Salah satu produsen alat berat Jepang yang mengalami kerusakan pabrik akibat tsunami misalnya Komatsu Ltd. Sebanyak empat dari total tujuh pabrik Komatsu mengalami rusak parah akibat bencana gempa dan tsunami.
Menghadapi hal ini, para distributor lokal, menurut Solihin, tidak bisa berbuat banyak. Mereka hanya bisa menunggu. Namun, sejumlah importir CBU yang semula membeli dari Jepang mulai mengimpor alat berat dari Thailand dan Jerman. Selain itu, ada pula yang mulai mencari pemasok baru.
Untung, bencana tidak mengurungkan niat investor Jepang untuk merelokasi pabrik ke Indonesia. Menurut Solihin, langkah ini diambil untuk menghindari resiko kerugian yang lebih besar. Jika ekspansi baru ini terwujud, Hinabi menghitung, produksi alat berat CKD bisa meningkat jadi 8.000 unit, naik 33,3% dari 6.000 unit tahun lalu. Untuk mencapai produksi itu, produsen alat berat akan menggelontorkan investasi sebesar US$ 100 juta.
Budi Darmadi, Dirjen Industri Unggulan Berbasis Teknologi Tinggi Kementerian Perindustrian mengakui, tsunami membuat pasokan komponen hingga subkomponen alat berat ke Indonesia berkurang. Karena itulah, ada kemungkinan, industri mencari alternatif komponen dari negara lain seperti Thailand dan Korea Selatan. "Karena itu, kami ingin Jepang banyak melakukan kegiatan manufaktur di dalam negeri," ungkapnya.

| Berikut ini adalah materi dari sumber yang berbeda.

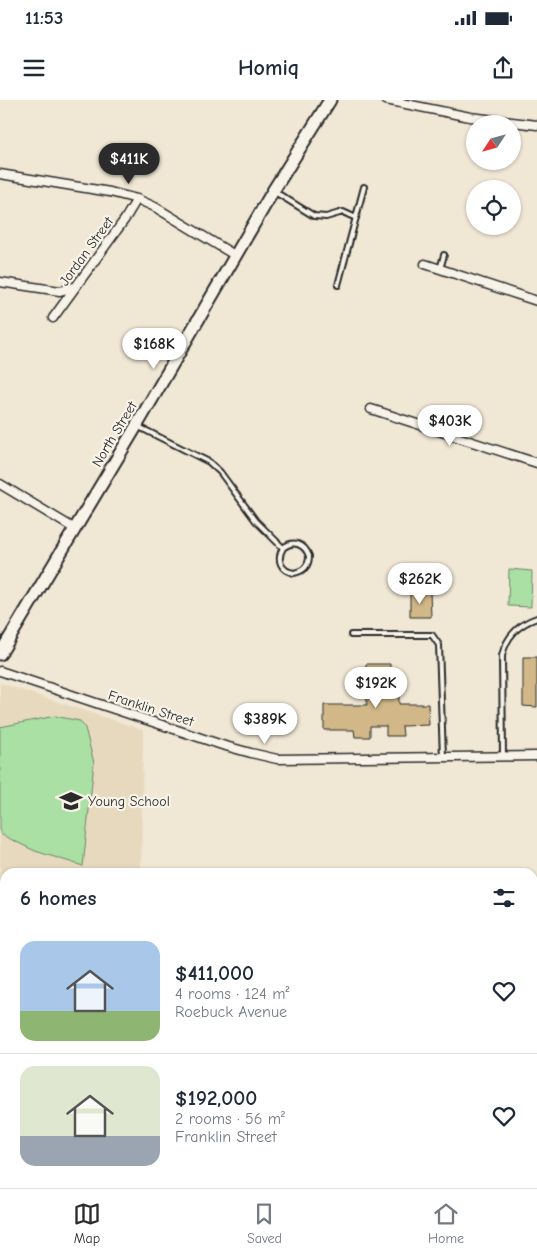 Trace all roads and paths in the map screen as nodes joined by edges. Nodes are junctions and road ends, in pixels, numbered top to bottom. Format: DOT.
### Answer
graph roads {
  1 [pos="330,100"];
  2 [pos="386,100"];
  3 [pos="537,125"];
  4 [pos="0,174"];
  5 [pos="364,187"];
  6 [pos="273,191"];
  7 [pos="137,199"];
  8 [pos="356,218"];
  9 [pos="444,255"];
  10 [pos="236,256"];
  11 [pos="425,264"];
  12 [pos="440,269"];
  13 [pos="0,282"];
  14 [pos="338,285"];
  15 [pos="76,287"];
  16 [pos="537,301"];
  17 [pos="53,318"];
  18 [pos="371,410"];
  19 [pos="137,425"];
  20 [pos="537,463"];
  21 [pos="0,484"];
  22 [pos="75,529"];
  23 [pos="283,548"];
  24 [pos="537,618"];
  25 [pos="351,635"];
  26 [pos="0,654"];
  27 [pos="0,671"];
  28 [pos="503,756"];
  29 [pos="537,756"];
  30 [pos="442,757"];
  1 -- 6 [label="main road, North Street"];
  2 -- 3 [label="street"];
  4 -- 7 [label="street"];
  5 -- 8 [label="lane"];
  6 -- 8 [label="lane"];
  6 -- 10 [label="main road, North Street"];
  7 -- 10 [label="street"];
  7 -- 15 [label="street, Jordan Street"];
  8 -- 14 [label="lane"];
  9 -- 12 [label="lane"];
  10 -- 19 [label="main road, North Street"];
  11 -- 12 [label="street"];
  12 -- 16 [label="street"];
  13 -- 15 [label="street"];
  15 -- 17 [label="street, Jordan Street"];
  18 -- 20 [label="street"];
  19 -- 22 [label="main road, North Street"];
  19 -- 23 [label="lane"];
  21 -- 22 [label="street"];
  22 -- 26 [label="main road, North Street"];
  23 -- 23 [label="lane"];
  24 -- 28 [label="lane"];
  25 -- 30 [label="lane"];
  27 -- 30 [label="street, Franklin Street"];
  28 -- 29 [label="street, Franklin Street"];
  28 -- 30 [label="street, Franklin Street"];
} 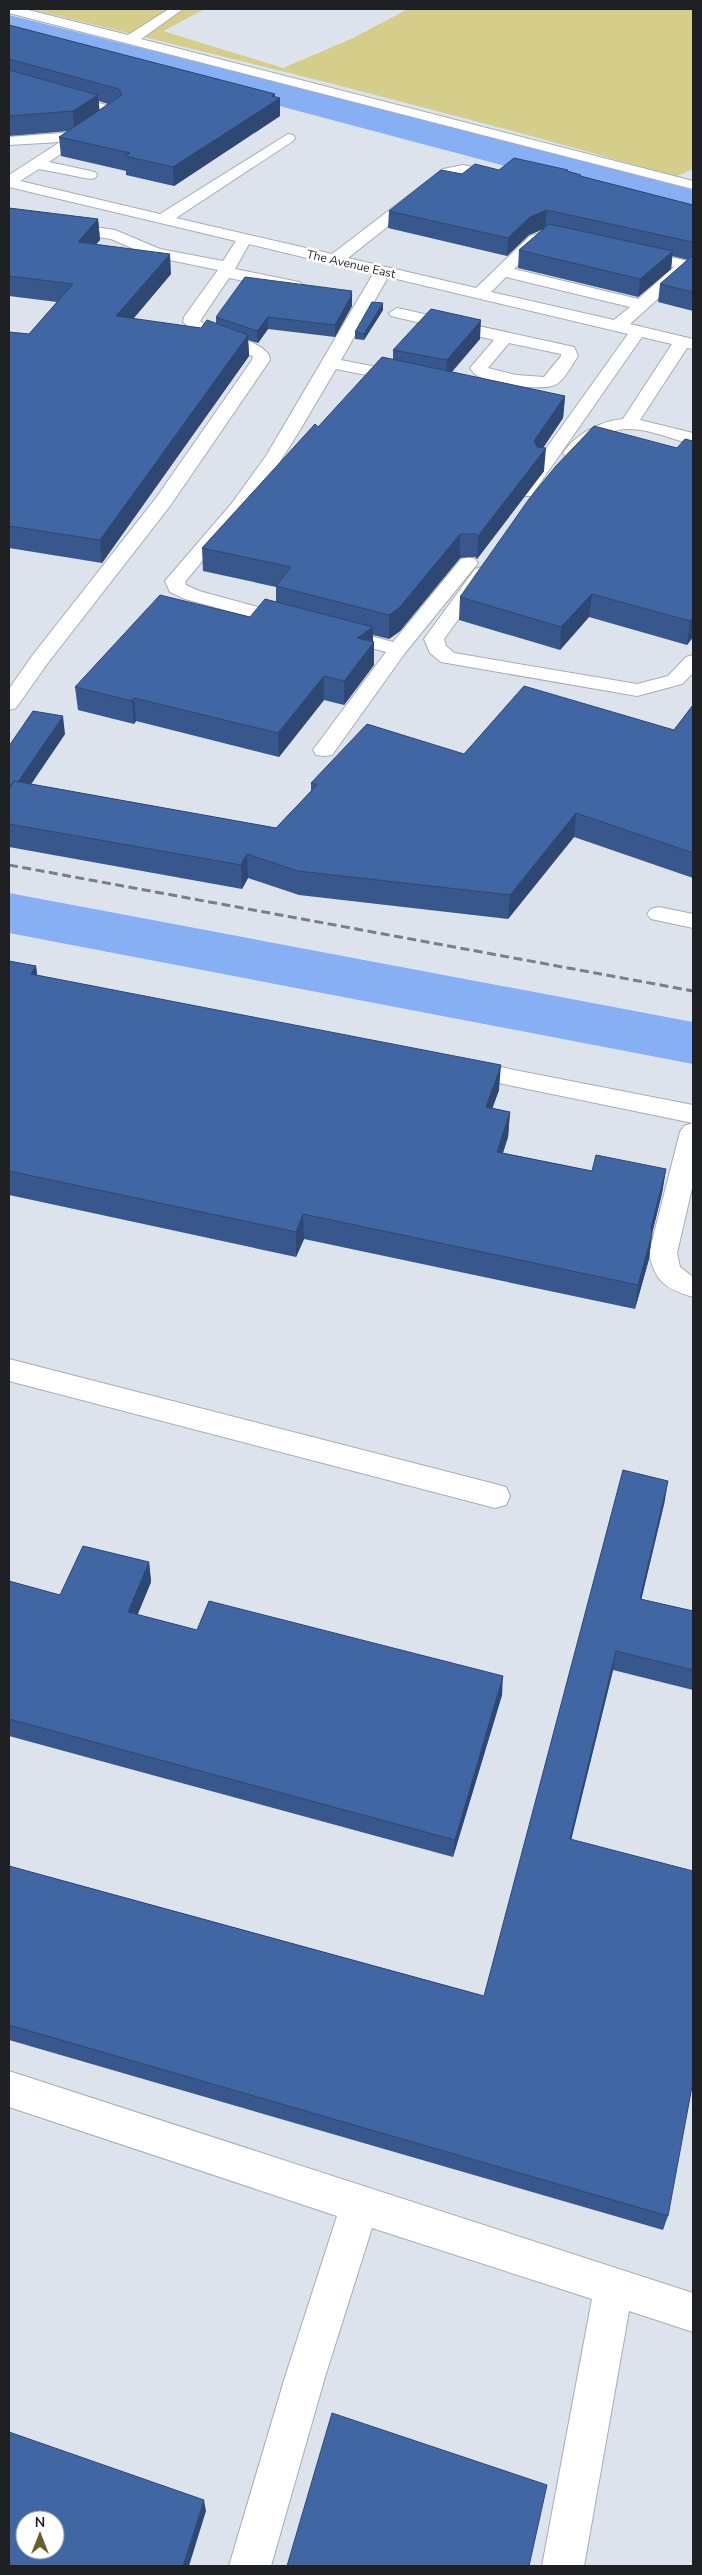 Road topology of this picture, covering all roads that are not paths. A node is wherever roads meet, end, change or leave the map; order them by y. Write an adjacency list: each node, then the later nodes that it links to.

Namun, meski ada ancaman gangguan pasokan, Ari Setyawan, Hubungan Investor PT United Tractors Tbk (UT) menegaskan, perusahaannya belum merevisi target penjualan pasca tsunami menerjang Jepang. UT menargetkan penjualan tahun ini bisa mencapai 6.000 unit atau naik 11,1% dari 5.400 unit di tahun lalu.
Adanya tsunami tentu mempengaruhi penjualan UT. Sayang, Ari belum mau menjelaskan secara detail dampak bencana itu. "Kami belum bisa komentar dulu soal koreksi," ungkapnya singkat. Menurutnya, UT masih menunggu kabar kesiapan pabrik di Jepang untuk memasok komponen dan mesin ke UT.